Elimination diet. Exclusive claw disease due to food adverse reactions has been reported. An elimination diet for 8-12 weeks using a protein source and a carbohydrate source not previously fed will lead to normal claw regrowth and resolution of clinical signs in patients with food adverse reaction. Rechallenge with the old diet leads to recurrence typically within days. Sequential rechallenge with individual proteins may reveal the offending antigen. If a sequential rechallenge was performed and the offending antigen identified, avoidance of that particular antigen will result in long-lasting clinical remission without the need for further treatment. Some owners may be reluctant to go through a sequential rechallenge and want to keep the dog on the elimination diet. If a home-cooked diet has been used, it is important to evaluate if the food is balanced and complete. Input from a nutritionist may be useful. Long term maintenance on a commercial diet restricted to unusual proteins is an alternative.
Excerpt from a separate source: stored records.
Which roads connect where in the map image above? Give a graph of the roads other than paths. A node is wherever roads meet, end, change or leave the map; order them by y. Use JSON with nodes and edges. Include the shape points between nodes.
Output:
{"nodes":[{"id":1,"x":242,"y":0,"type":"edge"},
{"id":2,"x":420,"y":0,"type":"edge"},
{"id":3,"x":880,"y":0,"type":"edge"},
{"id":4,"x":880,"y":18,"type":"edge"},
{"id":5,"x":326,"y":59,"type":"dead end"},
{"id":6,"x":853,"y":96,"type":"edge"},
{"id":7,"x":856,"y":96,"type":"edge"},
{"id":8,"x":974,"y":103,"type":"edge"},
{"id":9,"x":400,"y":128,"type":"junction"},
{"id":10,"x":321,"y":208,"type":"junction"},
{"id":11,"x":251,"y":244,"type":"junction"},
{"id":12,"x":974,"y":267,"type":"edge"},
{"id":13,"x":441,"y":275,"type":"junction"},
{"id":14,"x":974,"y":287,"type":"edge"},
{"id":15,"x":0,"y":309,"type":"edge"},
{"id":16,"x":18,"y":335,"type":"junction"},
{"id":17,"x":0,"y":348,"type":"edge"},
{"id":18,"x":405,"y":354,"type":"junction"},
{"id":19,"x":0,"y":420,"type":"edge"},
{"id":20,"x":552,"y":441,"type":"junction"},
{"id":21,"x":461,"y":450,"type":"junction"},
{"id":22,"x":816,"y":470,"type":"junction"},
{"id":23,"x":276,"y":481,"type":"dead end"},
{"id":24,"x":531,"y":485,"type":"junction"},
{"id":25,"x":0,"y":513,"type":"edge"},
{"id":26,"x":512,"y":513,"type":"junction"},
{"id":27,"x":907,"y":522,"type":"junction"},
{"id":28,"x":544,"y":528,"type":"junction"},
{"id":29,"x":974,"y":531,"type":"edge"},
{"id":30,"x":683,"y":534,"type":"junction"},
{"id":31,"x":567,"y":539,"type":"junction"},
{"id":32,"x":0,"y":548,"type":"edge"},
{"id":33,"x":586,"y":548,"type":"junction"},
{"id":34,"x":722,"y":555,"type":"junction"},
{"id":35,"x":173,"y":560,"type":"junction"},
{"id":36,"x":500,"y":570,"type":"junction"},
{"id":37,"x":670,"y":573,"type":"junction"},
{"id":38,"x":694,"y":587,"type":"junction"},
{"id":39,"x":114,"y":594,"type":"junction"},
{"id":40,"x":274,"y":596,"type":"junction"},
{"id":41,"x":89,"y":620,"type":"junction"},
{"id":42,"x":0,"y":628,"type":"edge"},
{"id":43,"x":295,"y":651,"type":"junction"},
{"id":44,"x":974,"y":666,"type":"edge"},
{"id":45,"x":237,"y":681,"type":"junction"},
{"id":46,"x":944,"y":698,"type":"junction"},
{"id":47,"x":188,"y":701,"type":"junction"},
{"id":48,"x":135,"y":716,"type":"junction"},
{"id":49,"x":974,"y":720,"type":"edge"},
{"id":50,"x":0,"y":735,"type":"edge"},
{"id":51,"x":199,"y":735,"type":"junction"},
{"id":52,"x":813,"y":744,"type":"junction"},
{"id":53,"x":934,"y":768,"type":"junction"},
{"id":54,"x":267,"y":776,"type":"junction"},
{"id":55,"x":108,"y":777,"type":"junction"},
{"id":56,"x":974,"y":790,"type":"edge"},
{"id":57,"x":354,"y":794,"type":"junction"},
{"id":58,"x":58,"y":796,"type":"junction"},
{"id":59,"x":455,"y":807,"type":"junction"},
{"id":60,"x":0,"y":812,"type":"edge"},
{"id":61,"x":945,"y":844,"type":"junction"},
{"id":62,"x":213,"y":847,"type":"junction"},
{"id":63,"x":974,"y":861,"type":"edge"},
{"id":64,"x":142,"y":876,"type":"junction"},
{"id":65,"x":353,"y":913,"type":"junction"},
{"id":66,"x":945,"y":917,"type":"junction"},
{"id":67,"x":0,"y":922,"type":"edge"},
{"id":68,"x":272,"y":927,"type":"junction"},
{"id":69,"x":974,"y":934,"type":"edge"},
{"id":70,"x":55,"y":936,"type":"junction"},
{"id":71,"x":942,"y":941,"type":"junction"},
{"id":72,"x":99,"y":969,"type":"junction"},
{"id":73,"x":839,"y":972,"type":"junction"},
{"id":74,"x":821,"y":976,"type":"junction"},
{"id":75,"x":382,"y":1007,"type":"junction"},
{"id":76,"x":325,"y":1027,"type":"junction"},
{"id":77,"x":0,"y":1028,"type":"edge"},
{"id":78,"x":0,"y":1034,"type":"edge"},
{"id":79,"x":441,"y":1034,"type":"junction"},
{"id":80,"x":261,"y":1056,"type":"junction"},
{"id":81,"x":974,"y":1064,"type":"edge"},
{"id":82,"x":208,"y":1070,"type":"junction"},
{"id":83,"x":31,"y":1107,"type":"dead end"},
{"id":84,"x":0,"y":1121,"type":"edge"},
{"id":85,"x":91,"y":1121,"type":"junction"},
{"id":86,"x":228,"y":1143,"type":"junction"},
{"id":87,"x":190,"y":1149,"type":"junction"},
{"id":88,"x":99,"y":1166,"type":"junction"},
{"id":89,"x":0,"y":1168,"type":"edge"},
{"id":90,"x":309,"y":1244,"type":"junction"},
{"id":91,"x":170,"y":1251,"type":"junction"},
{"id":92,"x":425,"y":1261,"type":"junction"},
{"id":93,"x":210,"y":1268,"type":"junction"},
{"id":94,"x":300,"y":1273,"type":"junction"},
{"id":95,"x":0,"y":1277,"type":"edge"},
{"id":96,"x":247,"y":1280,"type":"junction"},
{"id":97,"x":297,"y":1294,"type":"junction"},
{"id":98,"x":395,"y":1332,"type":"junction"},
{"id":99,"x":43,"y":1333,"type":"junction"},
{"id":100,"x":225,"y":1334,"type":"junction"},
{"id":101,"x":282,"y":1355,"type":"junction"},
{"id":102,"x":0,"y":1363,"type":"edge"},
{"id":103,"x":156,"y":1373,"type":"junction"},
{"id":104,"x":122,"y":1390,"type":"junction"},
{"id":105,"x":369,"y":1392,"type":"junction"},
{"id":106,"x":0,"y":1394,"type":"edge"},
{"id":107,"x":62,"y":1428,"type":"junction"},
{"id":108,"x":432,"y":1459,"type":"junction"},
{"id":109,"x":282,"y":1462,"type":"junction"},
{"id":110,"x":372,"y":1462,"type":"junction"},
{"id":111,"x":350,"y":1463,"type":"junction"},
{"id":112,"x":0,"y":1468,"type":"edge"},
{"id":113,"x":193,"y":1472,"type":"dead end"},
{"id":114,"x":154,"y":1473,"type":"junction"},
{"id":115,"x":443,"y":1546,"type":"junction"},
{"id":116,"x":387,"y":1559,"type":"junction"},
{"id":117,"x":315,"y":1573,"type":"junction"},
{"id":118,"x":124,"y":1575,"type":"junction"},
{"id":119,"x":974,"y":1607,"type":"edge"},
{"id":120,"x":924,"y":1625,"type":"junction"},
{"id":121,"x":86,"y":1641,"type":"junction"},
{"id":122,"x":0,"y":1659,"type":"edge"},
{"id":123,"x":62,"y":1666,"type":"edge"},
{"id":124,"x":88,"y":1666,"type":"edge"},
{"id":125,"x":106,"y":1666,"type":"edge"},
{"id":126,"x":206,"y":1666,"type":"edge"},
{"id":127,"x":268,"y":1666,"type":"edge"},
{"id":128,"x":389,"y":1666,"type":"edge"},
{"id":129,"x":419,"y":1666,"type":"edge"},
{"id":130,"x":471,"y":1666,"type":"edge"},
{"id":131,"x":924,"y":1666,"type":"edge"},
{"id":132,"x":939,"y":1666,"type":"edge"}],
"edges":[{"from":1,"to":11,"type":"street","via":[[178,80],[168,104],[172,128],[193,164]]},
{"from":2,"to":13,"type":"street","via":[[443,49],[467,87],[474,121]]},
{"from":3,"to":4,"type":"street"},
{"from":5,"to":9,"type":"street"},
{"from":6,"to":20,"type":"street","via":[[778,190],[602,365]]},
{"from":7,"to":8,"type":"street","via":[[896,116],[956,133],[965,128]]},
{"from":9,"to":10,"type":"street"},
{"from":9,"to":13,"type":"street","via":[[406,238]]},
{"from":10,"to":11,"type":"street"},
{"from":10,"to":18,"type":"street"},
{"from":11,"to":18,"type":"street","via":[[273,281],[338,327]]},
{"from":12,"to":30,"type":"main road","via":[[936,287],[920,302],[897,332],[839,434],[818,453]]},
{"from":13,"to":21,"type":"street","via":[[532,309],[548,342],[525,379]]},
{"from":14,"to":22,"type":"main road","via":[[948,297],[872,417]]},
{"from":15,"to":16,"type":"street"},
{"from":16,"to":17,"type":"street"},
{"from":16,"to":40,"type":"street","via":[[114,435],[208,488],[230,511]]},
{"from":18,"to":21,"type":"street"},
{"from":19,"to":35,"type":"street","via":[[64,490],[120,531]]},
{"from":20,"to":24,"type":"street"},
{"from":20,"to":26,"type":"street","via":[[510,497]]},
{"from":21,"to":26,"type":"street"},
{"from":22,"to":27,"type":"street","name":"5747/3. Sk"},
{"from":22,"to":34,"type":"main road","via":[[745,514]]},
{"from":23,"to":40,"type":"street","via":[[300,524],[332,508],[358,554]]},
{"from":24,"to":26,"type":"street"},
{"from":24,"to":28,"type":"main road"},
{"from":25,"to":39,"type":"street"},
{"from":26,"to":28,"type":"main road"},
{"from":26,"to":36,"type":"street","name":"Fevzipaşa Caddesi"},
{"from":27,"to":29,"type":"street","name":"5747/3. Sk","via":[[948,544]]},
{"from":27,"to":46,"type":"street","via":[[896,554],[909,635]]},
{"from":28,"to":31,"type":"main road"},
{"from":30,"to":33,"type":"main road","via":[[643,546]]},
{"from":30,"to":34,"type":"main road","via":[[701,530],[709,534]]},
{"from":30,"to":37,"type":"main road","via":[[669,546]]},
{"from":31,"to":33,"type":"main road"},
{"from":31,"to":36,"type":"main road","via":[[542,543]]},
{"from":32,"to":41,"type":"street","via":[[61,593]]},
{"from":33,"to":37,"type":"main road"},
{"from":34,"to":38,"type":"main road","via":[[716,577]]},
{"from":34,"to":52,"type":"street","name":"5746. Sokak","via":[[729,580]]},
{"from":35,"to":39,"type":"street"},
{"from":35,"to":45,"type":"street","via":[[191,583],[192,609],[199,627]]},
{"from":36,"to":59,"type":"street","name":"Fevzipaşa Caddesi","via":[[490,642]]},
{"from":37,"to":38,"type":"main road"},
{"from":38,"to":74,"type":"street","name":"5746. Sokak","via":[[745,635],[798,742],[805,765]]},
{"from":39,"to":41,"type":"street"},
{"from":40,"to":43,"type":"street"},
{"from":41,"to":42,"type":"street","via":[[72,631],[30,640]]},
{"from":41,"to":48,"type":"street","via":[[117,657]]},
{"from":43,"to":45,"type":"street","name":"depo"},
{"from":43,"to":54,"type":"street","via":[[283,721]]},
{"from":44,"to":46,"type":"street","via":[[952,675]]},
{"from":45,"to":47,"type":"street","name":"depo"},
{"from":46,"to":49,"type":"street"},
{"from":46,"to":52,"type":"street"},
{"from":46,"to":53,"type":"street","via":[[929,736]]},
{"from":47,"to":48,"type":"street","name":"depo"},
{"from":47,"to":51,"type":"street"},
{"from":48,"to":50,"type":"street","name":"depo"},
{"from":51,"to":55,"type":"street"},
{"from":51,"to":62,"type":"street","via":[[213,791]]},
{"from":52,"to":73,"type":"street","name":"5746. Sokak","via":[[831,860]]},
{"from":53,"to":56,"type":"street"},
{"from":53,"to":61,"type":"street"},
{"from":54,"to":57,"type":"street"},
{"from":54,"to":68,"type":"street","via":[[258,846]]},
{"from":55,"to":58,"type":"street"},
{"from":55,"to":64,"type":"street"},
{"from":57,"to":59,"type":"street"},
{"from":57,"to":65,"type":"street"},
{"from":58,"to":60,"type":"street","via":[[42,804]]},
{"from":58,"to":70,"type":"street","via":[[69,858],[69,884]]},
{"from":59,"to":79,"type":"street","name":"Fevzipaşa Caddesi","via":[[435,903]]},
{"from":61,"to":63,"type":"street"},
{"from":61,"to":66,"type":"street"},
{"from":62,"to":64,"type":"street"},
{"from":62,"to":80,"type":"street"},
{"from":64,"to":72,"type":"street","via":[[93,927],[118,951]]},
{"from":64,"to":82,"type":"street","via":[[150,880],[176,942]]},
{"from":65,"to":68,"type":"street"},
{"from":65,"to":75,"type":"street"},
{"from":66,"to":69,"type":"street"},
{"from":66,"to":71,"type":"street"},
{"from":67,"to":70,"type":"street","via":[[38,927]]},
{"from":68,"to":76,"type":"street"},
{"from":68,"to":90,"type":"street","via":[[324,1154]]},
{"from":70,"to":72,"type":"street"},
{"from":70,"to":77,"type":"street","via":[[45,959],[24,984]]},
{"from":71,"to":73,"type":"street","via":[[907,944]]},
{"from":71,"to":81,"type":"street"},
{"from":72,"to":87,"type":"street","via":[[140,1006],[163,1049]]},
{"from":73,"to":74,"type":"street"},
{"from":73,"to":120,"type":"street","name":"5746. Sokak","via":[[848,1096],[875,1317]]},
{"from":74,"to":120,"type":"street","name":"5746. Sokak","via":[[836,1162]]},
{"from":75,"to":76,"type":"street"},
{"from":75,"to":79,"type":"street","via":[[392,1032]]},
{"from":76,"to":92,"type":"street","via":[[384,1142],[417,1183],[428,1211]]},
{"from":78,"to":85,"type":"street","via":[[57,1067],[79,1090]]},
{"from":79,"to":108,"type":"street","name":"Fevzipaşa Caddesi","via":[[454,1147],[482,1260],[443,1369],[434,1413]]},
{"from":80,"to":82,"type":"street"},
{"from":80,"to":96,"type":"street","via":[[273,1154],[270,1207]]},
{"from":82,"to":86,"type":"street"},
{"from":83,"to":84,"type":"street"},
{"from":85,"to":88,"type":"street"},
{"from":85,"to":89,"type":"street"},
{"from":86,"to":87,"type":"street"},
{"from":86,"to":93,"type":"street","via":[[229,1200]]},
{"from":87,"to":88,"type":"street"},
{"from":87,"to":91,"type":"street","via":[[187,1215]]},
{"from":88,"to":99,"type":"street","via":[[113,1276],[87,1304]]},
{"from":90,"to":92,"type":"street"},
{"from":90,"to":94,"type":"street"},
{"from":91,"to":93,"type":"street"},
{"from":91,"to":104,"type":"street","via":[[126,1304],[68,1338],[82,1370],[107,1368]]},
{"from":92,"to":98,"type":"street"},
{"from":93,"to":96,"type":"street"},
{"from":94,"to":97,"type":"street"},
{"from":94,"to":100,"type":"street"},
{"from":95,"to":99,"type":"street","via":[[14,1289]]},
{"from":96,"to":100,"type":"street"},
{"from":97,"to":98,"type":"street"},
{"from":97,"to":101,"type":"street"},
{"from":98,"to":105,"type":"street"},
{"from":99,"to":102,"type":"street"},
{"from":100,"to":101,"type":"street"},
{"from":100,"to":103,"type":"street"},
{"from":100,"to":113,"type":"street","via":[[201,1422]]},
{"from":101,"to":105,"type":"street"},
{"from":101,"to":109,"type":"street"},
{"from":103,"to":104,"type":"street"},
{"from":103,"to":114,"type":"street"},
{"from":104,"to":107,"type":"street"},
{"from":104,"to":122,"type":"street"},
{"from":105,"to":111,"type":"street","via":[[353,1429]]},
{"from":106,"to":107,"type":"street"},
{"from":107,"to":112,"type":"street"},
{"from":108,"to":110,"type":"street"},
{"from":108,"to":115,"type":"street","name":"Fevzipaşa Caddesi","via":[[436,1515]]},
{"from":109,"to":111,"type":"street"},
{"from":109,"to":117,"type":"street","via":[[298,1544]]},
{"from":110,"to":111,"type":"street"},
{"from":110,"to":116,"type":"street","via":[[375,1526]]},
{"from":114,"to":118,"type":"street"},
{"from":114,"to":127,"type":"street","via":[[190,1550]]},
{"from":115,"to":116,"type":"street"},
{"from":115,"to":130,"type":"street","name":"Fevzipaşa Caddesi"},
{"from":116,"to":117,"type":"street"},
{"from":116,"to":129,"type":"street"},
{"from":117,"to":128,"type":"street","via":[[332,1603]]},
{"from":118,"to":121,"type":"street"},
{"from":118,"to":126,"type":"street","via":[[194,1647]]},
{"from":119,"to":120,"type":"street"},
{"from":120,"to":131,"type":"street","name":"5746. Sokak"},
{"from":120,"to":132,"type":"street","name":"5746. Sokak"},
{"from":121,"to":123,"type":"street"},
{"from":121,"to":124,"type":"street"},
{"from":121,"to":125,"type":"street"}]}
Biopsy of the claw, claw matrix and claw fold is essential for the diagnosis of neoplasia or immune-mediated disease such as pemphigus. It may also identify fungal or bacterial organisms. However, interface onychia with vacuolization of keratinocytes, pigmentary incontinence and a lichenoid, mononuclear infiltrate has been observed in dogs with confirmed bacterial infections or food adverse reactions and may be a reaction pattern of the canine claw rather than a feature diagnostic of immune-mediated disease. An onychobiopsy technique without the need for onychectomy has recently been described. An 8 mm biopsy punch is used to obtain a sample containing the lateral aspect of the claw and bony third phalanx as well as part of the lateral claw matrix, claw fold and adjacent skin. The technique is very useful, but some practice may be required before diagnostic samples are obtained. It can only be used in diseased and thus softened claws. The alternative is removal and submission of the third phalanx of an affected digit. This is particularly recommended for dogs with possible neoplastic disease, see below.

Radiographs may be useful for the evaluation of osteomyelitis in dogs with severe swelling and pain possibly necessitating surgical removal of that particular digit. If cytology or radiographs indicate possible neoplastic disease, immediate surgical removal of affected digits is the treatment of choice. Even though a variety of tumors such as melanoma, mast cell tumors, keratoacanthoma, inverted papilloma, lymphosarcoma, fibrosarcoma, osteosarcoma and others have been reported to affect the canine claw and claw bed, squamous cell carcinoma is the most common neoplasia of the distal digit. Large black dogs are predisposed for the latter. This tumor frequently invades P3. Lymph node aspirates or biopsies and radiographs are recommended to evaluate the extent of invasion and the possibility of metastases, which may dramatically alter the prognosis. If the local lymph nodes show evidence of neoplastic cells, excision of the affected lymph node or limb amputation is recommended.